Collected data:
__________________________________________________

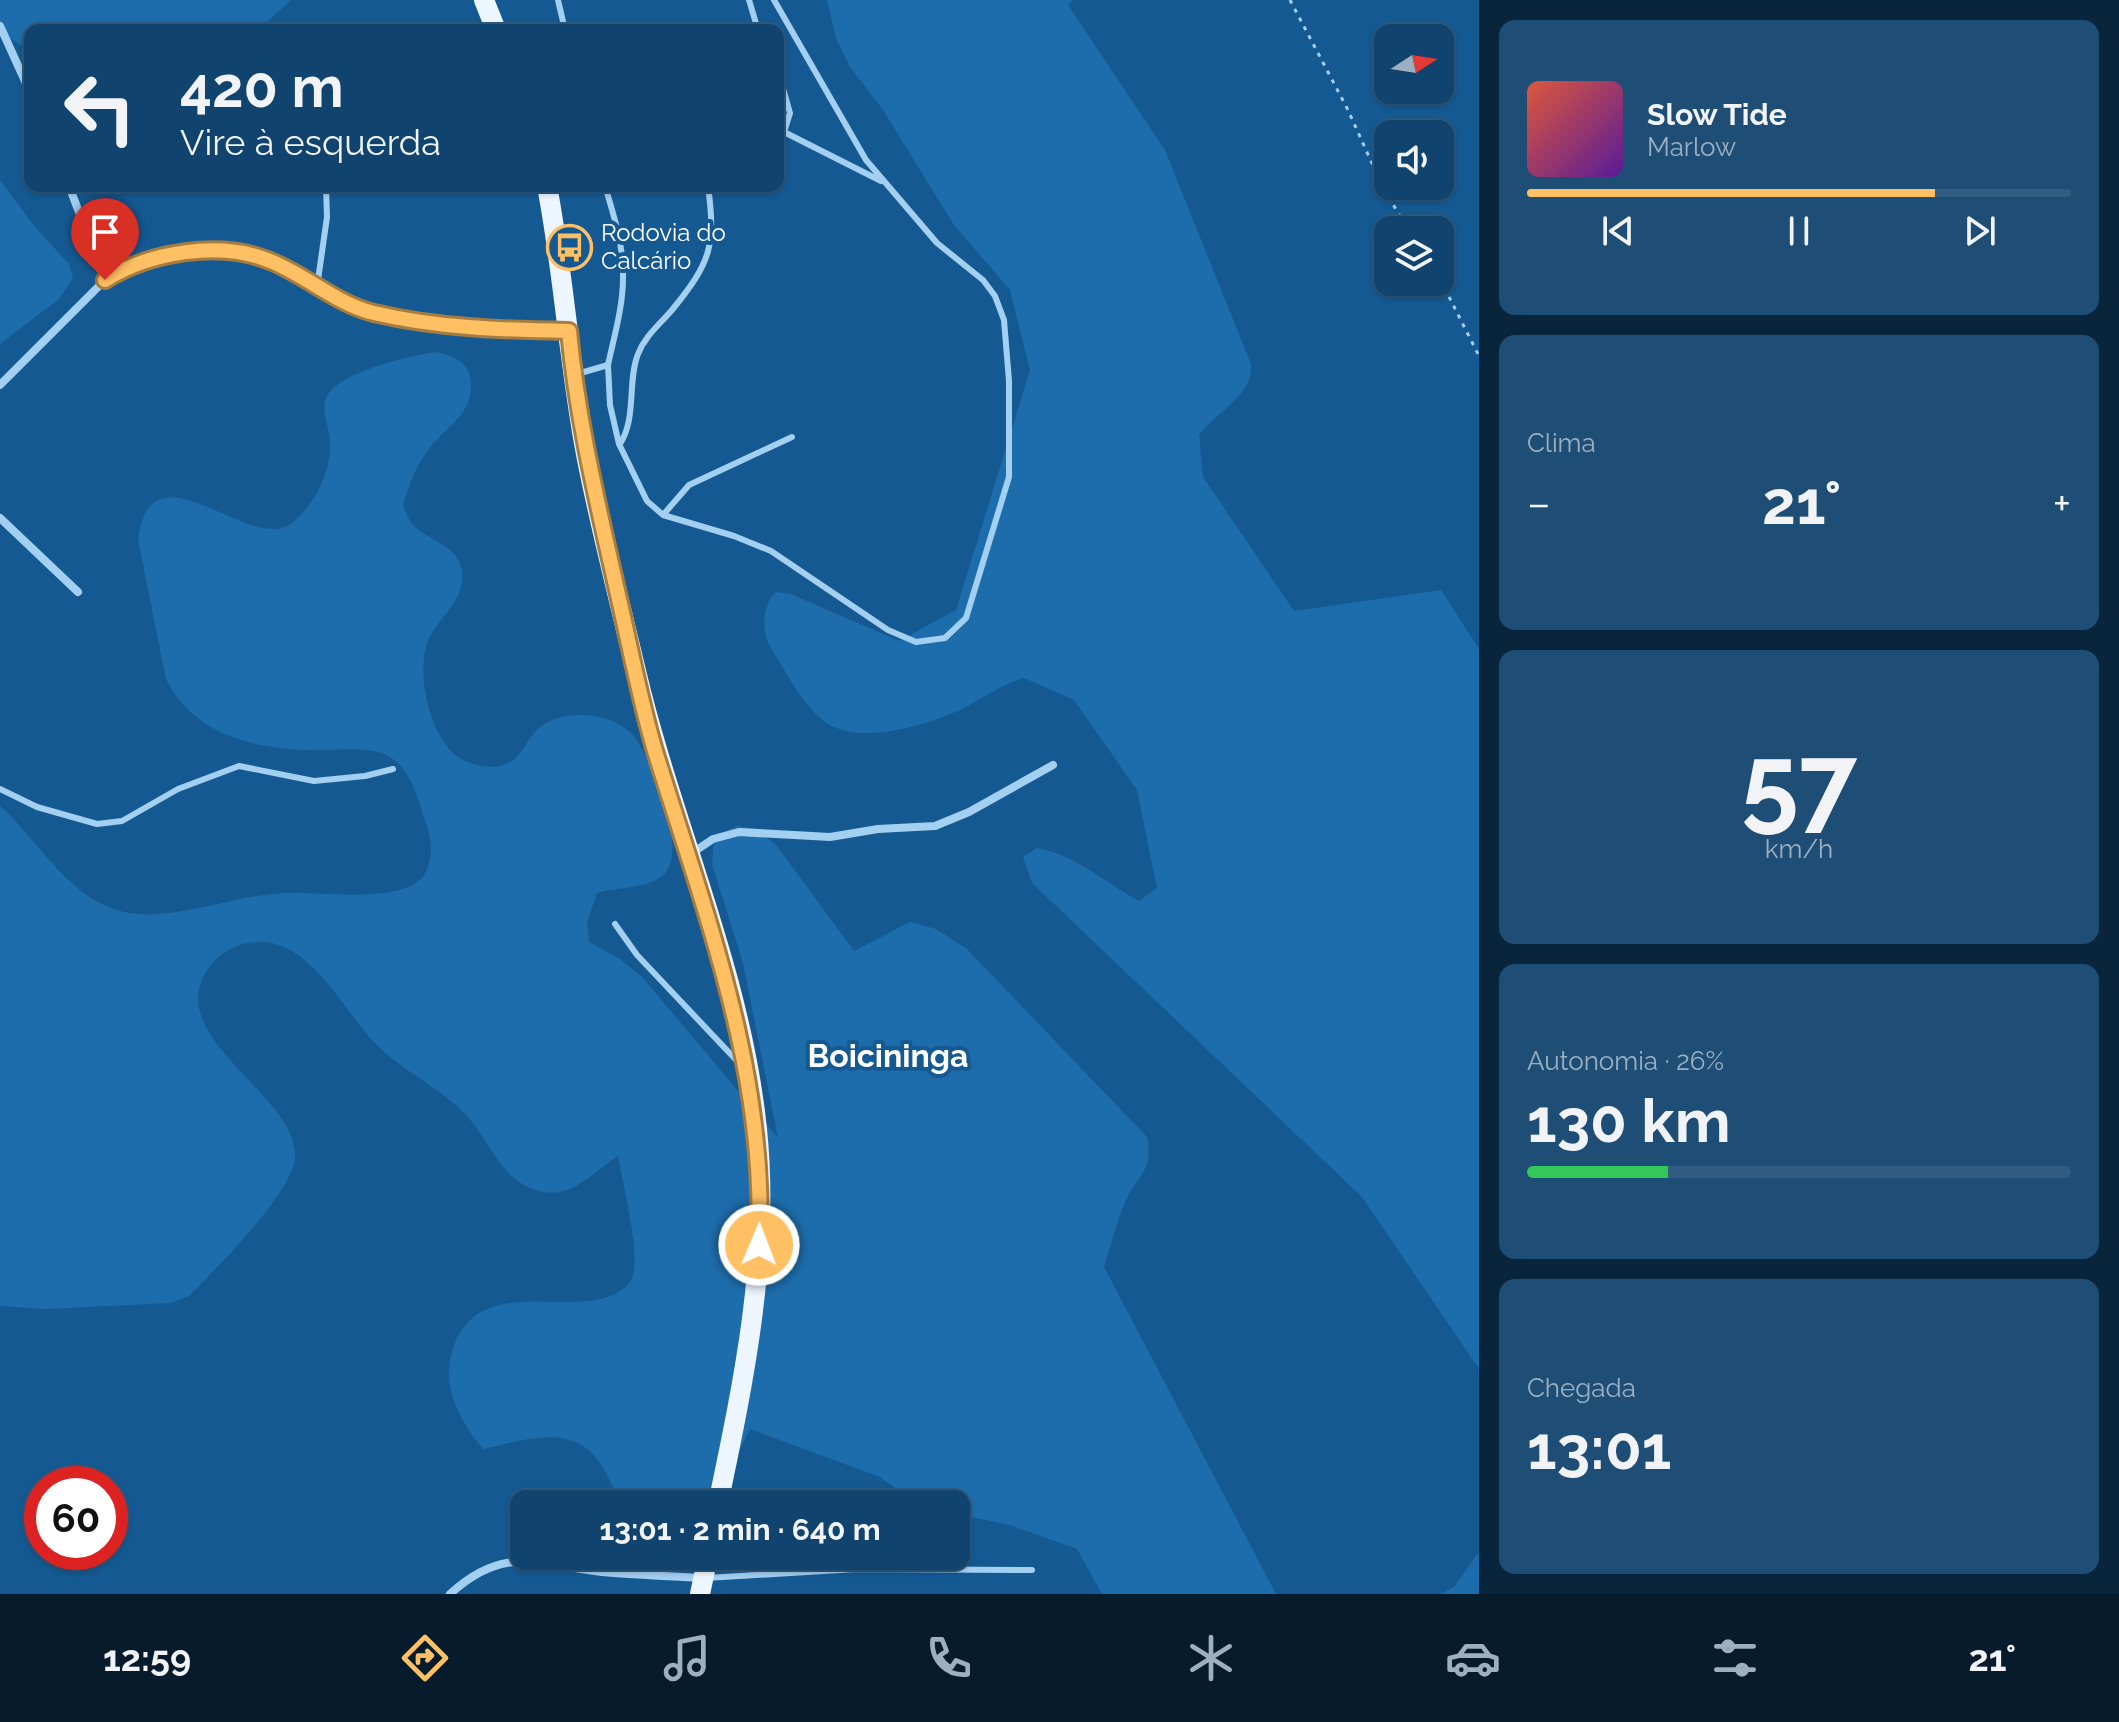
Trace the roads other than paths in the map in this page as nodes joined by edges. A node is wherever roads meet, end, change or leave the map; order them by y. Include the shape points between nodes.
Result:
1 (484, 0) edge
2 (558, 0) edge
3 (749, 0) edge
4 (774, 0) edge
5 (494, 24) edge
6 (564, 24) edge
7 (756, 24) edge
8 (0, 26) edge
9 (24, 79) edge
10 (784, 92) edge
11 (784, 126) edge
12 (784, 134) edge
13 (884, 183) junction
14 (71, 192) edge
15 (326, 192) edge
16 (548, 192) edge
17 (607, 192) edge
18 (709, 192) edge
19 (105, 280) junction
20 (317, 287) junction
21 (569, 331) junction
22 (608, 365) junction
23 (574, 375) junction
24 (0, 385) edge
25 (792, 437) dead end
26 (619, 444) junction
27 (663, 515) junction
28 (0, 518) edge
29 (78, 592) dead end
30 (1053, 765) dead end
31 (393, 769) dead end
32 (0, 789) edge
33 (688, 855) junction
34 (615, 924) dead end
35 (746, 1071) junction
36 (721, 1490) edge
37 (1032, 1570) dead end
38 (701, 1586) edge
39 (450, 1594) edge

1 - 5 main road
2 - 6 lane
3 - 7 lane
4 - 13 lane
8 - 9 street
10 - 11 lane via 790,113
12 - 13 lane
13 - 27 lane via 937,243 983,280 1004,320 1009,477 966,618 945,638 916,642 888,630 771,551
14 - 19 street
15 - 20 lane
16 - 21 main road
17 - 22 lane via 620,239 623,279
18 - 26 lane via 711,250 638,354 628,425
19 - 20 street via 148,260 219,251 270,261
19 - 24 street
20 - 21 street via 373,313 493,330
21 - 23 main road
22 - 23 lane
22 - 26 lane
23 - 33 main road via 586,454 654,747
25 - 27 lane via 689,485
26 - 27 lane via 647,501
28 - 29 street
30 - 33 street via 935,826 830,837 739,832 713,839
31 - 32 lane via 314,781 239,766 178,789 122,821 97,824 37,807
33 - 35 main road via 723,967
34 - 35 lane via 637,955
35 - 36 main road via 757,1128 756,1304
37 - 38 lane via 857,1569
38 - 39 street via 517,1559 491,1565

__________________________________________________

> **Task goal**
In the entries above, find each line that includes the string "street" and copy it.

> **Solution for this exercise**
8 - 9 street
14 - 19 street
19 - 20 street via 148,260 219,251 270,261
19 - 24 street
20 - 21 street via 373,313 493,330
28 - 29 street
30 - 33 street via 935,826 830,837 739,832 713,839
38 - 39 street via 517,1559 491,1565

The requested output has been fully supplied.